A stop-codon of the phosphodiesterase 11A gene is associated with elevated blood pressure and measures of obesity.

Abstract

To identify stop-codon variants associated with blood pressure (BP). Illumina exome chip was genotyped in 5453 individuals of the population-based Malmö Diet and Cancer Study. We compared BP levels between carriers and noncarriers of all stop-codon variants found in at least 10 individuals and characterized these further based on literature evidence of functionality.
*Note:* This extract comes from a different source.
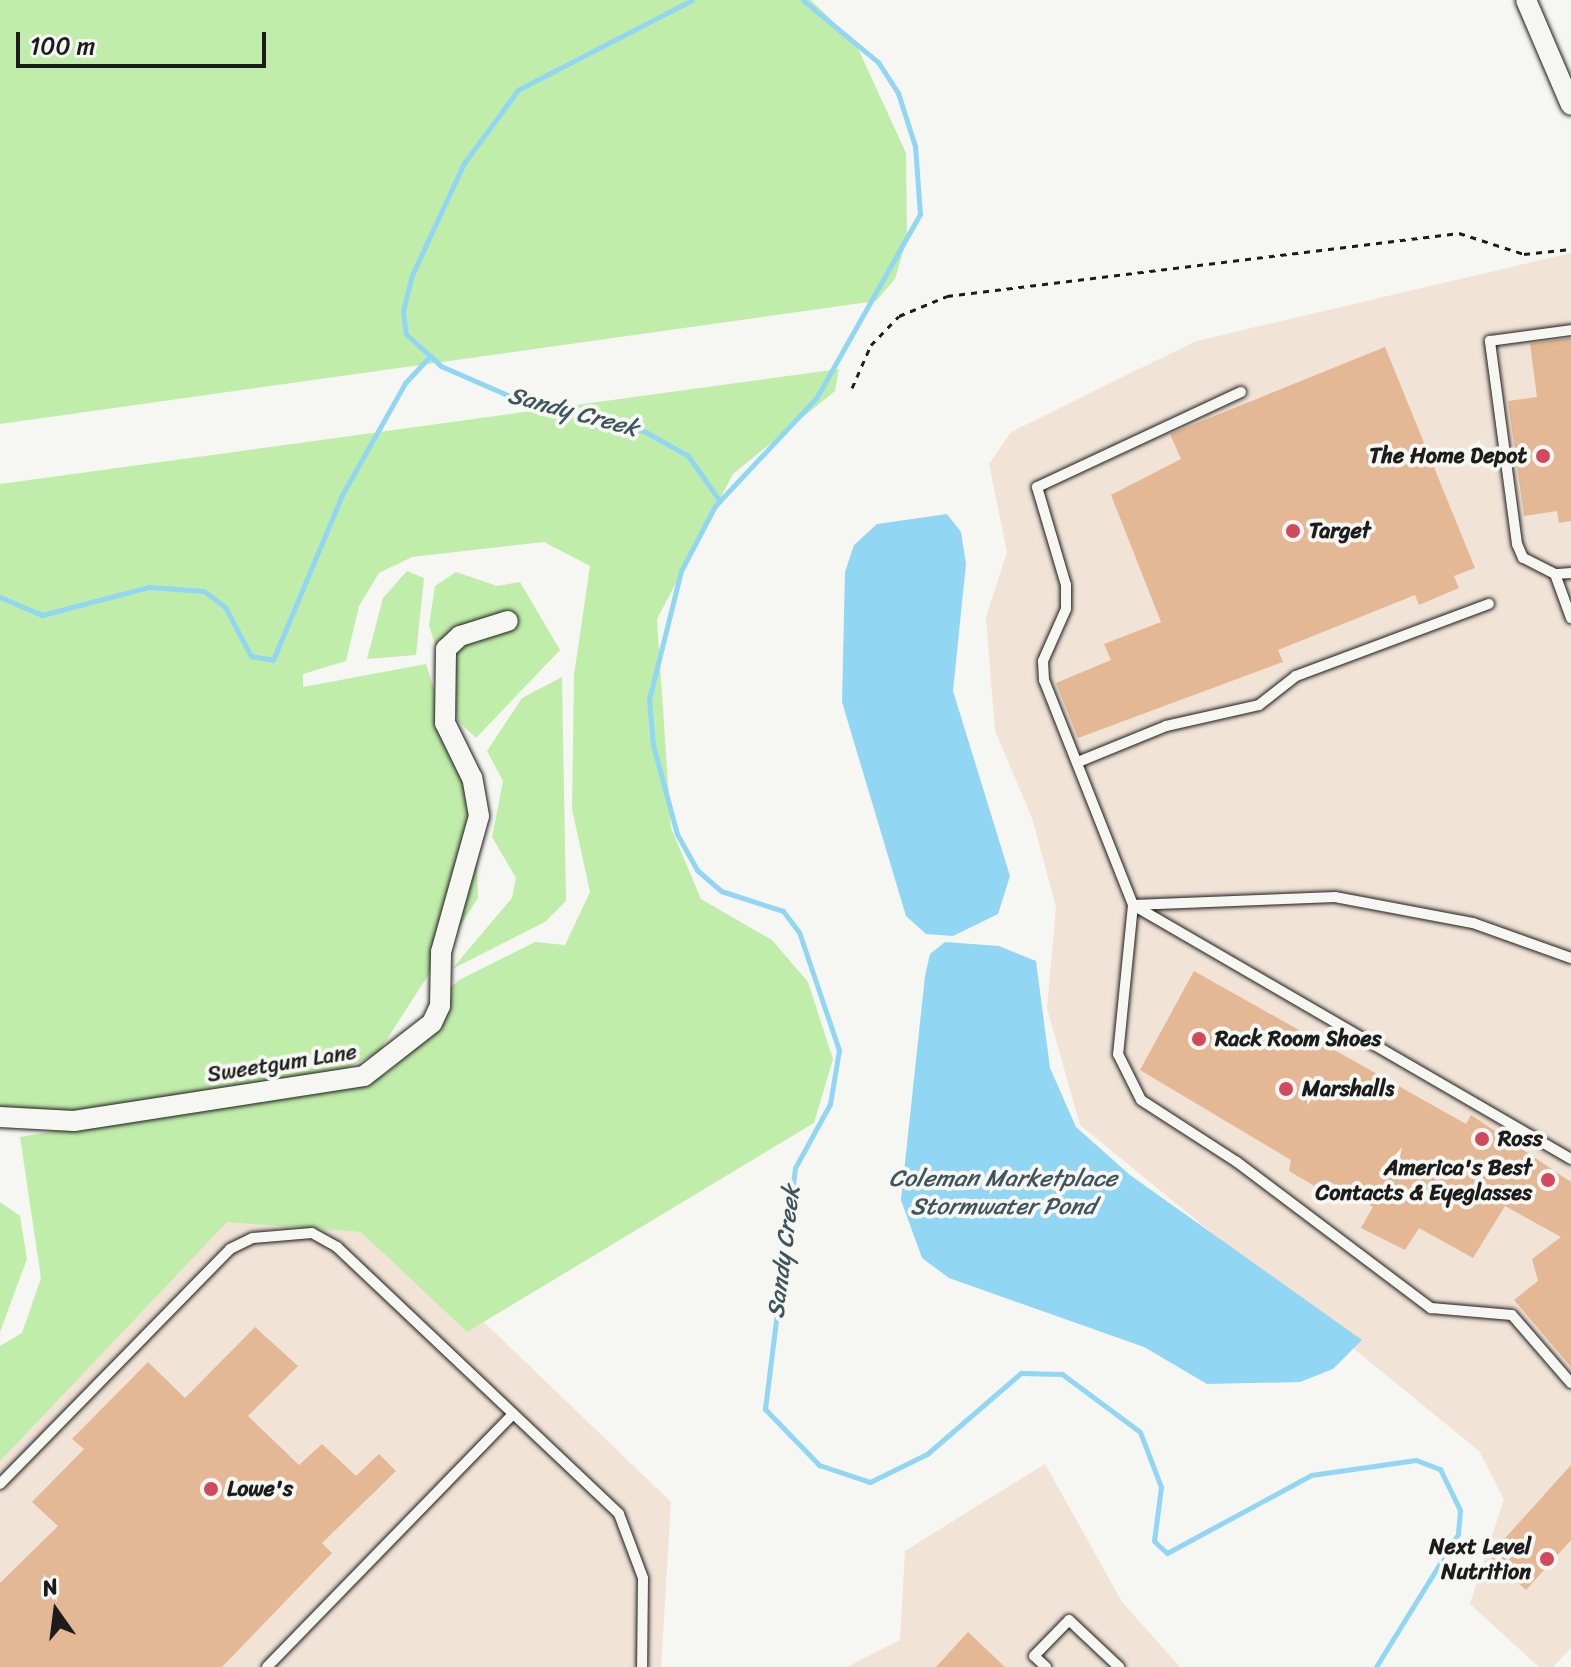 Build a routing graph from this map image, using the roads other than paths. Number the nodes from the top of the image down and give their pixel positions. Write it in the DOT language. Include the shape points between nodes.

Next, the association to ischemic stroke was evaluated in 2278 cases of ischemic stroke and 5969 controls. We identified 19 stop-codon variants with nominally significant BP associations (P < 0.05). One of these, located in the phosphodiesterase 11A (PDE11A) gene (R307X), has previously been reported to cause loss of PDE11A function and Cushing's syndrome in female carriers. In the Malmö Diet and Cancer Study, 1% of the population carried R307X and had age and sex-adjusted (mean, 95% confidence interval) 5.0, 0.29-9.7 (P = 0.038), and 3.3, 0.83-5.7 (P = 0.009) mmHg higher SBP and DBP than noncarriers and also significantly higher waist circumference and BMI. Among females, carriers of the R307X had age adjusted 8.3, 2.3-14 (P = 0.006) and 4.7, 1.7-7.7 (P = 0.002) mmHg higher SBP and DBP, 4.3, 0.84-7.8 (P = 0.015) cm higher waist circumference and 1.7, 0.30-3.1 (P = 0.018) kg/m higher BMI. In addition, carriers of the R307X mutation had an odds ratio of ischemic stroke of 1.73 (95% confidence interval 1.06-2.82); P = 0.028. One percent of the Swedish population carries a PDE11A loss-of-function mutation associated with elevated BP, abdominal obesity, and risk of ischemic stroke.